Article 14
Everyone has the right to seek and to enjoy in other countries asylum from persecution. This right may not be invoked in the case of prosecutions genuinely arising from non-political crimes or from acts contrary to the purposes and principles of the United Nations.
Irene Pérez
About my work
This issue resonates with me because of the Syrian war refugees in Europe and because of the history of Spain. I decided to depict two holding hands to represent the urgency to assist every person in need that arrives to a foreign territory.
I used five different fabrics sewn together to represent borders between lands. The text, in Catalan (one of the three languages I speak), and the image are embroidered crossing over the borders. This is to show human decency and solidarity should prevail above any bureaucratic and political division of the land.
The fabrics have significance as well. They come from scraps left over after a designer friend produced her clothing line. The original fabrics were several kilos of clothes she found at an abandoned textile factory in our hometown. So these fabrics are not only recycled and reused twice, they are directly connected to the history of the textile industry of Terrassa, Spain.
- Irene Pérez
About me
Irene Pérez is from Terrassa, Spain. She is a feminist visual artist whose works explore concepts of cultural and social identity, gender, language, education and motherhood as activism. Irene’s interest in working with textiles stems from both her family’s history—almost all the elder members of her family worked in the textile industry—and her interest in a slow process of production and the material characteristics they embody.
After becoming the mother to a girl in 2010, her approach to art-making changed substantially. Not only did she become a feminist activist, but she also started questioning her own approach to the goals of art-making. Thus, for her last three exhibition projects, Irene designed a series of activities, workshops, and community networking events that take art objects as the starting point for a broader dialogue on socio-political issues.

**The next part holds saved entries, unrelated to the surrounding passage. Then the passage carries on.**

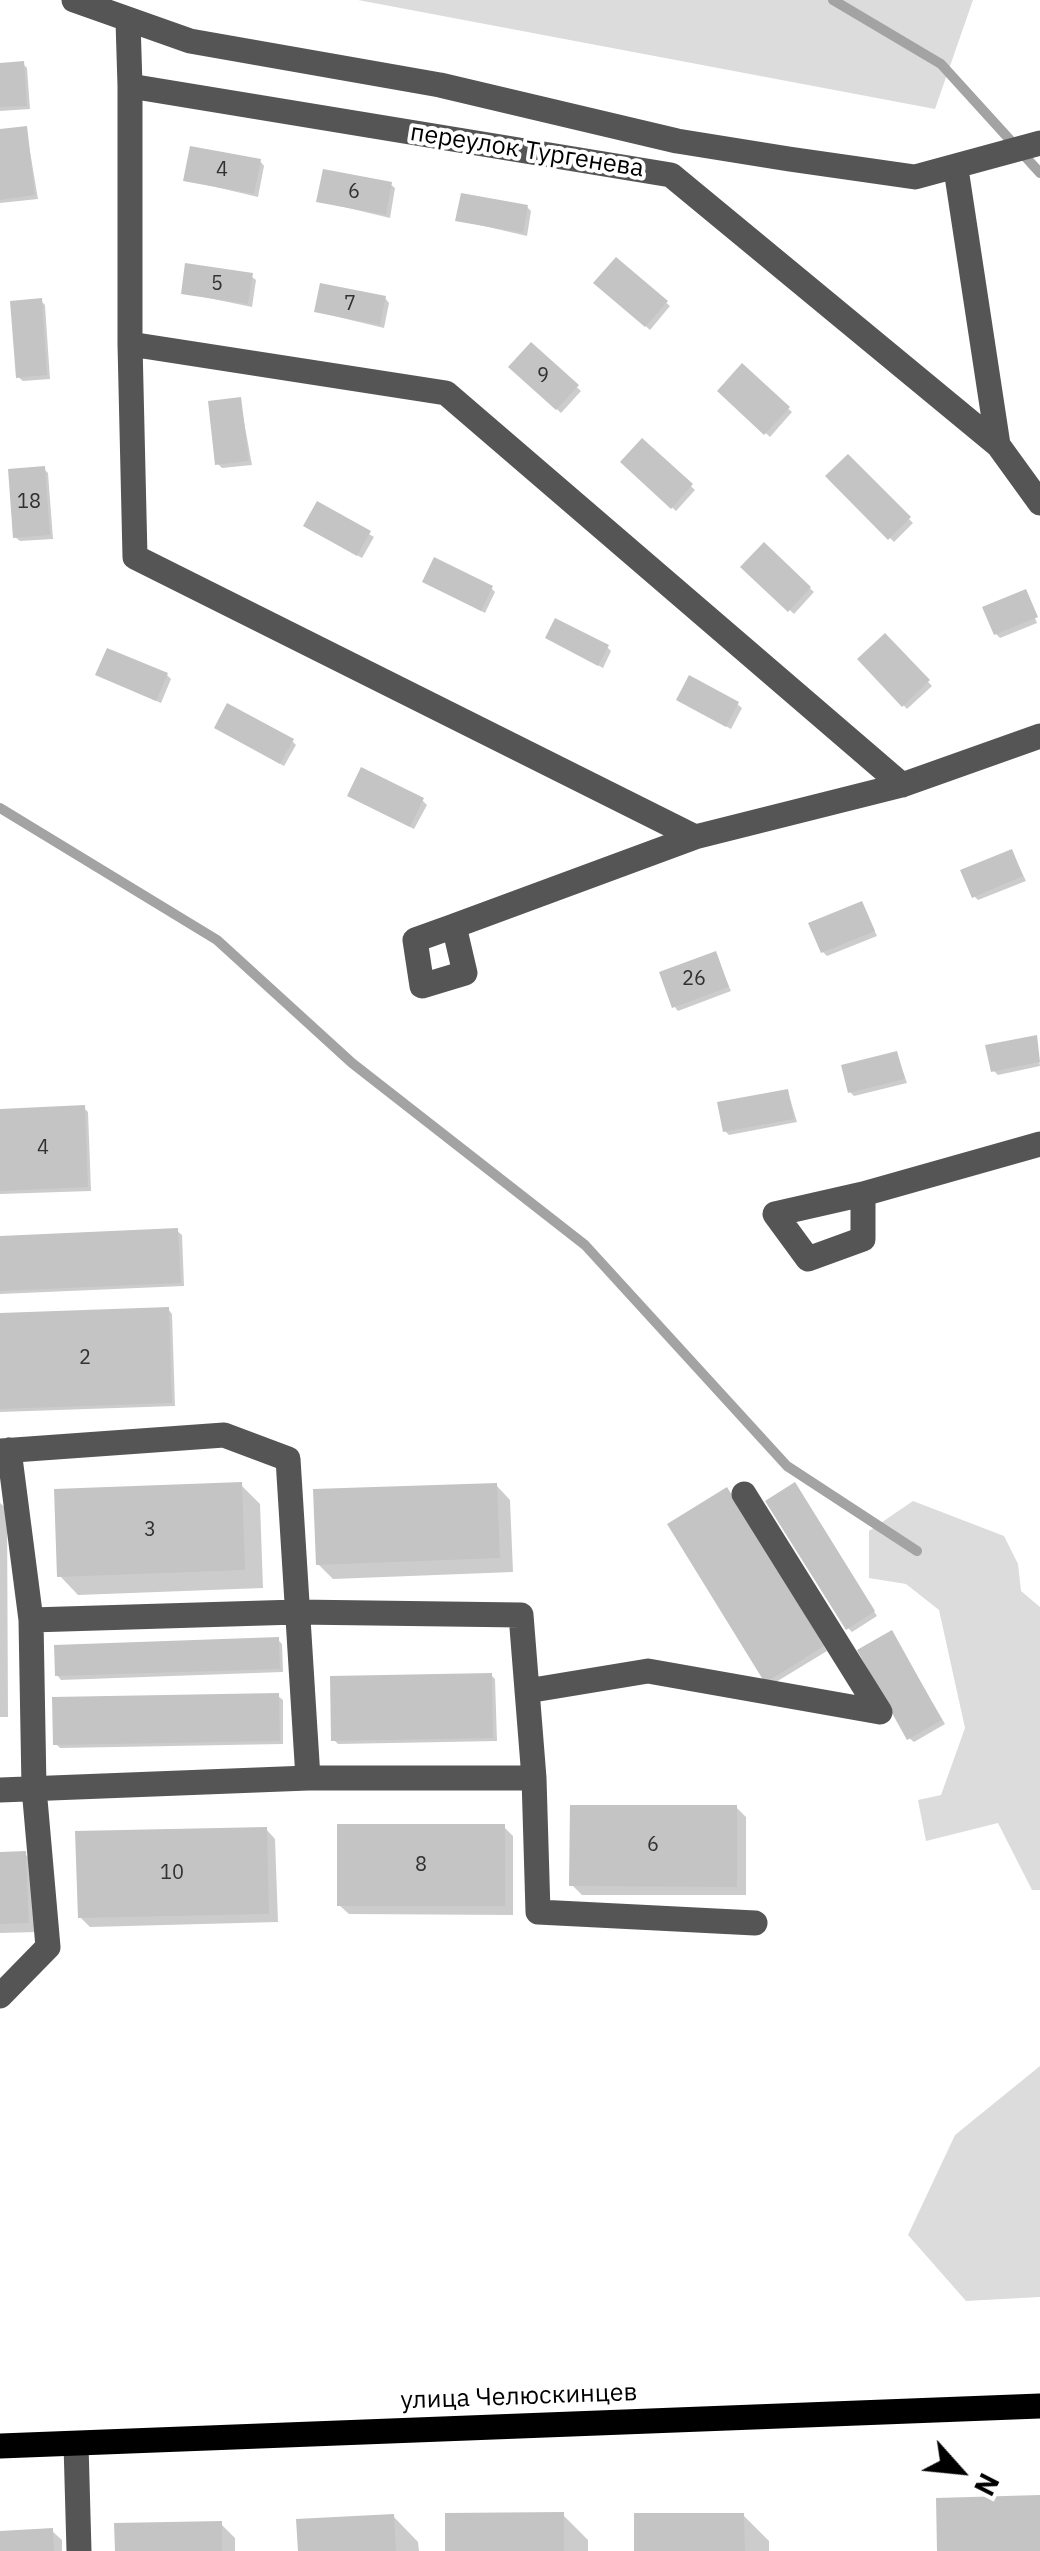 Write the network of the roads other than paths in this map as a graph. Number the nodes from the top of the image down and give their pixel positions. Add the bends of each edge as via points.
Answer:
1 (74, 0) edge
2 (128, 21) junction
3 (130, 86) junction
4 (677, 141) junction
5 (1040, 144) edge
6 (956, 170) junction
7 (671, 175) junction
8 (130, 344) junction
9 (998, 445) junction
10 (1040, 503) edge
11 (1040, 736) edge
12 (902, 784) junction
13 (696, 838) junction
14 (454, 926) dead end
15 (1040, 1144) edge
16 (863, 1194) dead end
17 (4, 1450) edge
18 (744, 1494) dead end
19 (297, 1612) junction
20 (32, 1620) junction
21 (527, 1690) junction
22 (308, 1778) junction
23 (534, 1778) junction
24 (34, 1788) junction
25 (0, 1790) edge
26 (755, 1923) dead end
27 (0, 1996) edge
28 (1040, 2406) edge
29 (76, 2444) junction
30 (0, 2446) edge
31 (79, 2551) edge

1 - 2 street
2 - 3 street
2 - 4 street via 190,41 440,85
3 - 7 street, переулок Тургенева
3 - 8 street
4 - 6 street via 915,177
4 - 7 street
5 - 6 street
6 - 9 street
7 - 9 street, переулок Тургенева
8 - 12 street via 446,393
8 - 13 street via 135,557
9 - 10 street, переулок Тургенева
11 - 12 street
12 - 13 street
13 - 14 street
15 - 16 street
17 - 19 street via 224,1435 288,1459
17 - 20 street
18 - 21 street via 880,1712 648,1671
19 - 20 street
19 - 21 street via 521,1615
19 - 22 street
20 - 24 street
21 - 23 street
22 - 23 street
22 - 24 street
23 - 26 street via 538,1912
24 - 25 street
24 - 27 street via 48,1946
28 - 29 main road, улица Челюскинцев
29 - 30 main road, улица Челюскинцев
29 - 31 street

Furthermore, she has been the co-creator of Mitja Subversiva (Subversive Knitting), a feminist craftivist group that meets biweekly at the co-op bookstore La Caníbal in Barcelona city, Spain, to exchange knowledge and to discuss gender and socio-economic issues in order to create textile-based projects. Pérez also has designed and is the lead instructor of an embroidery and weaving workshop for patients of the acute psychiatric unit at the University Hospital Mútua de Terrassa, which takes place at the Textile Museum and Documentation Centre in the same city. Last but not least, Irene collaborated in the Revolució Tèxtil project, which maps the local, ethical and responsible textile production and consumption in the city of Terrassa.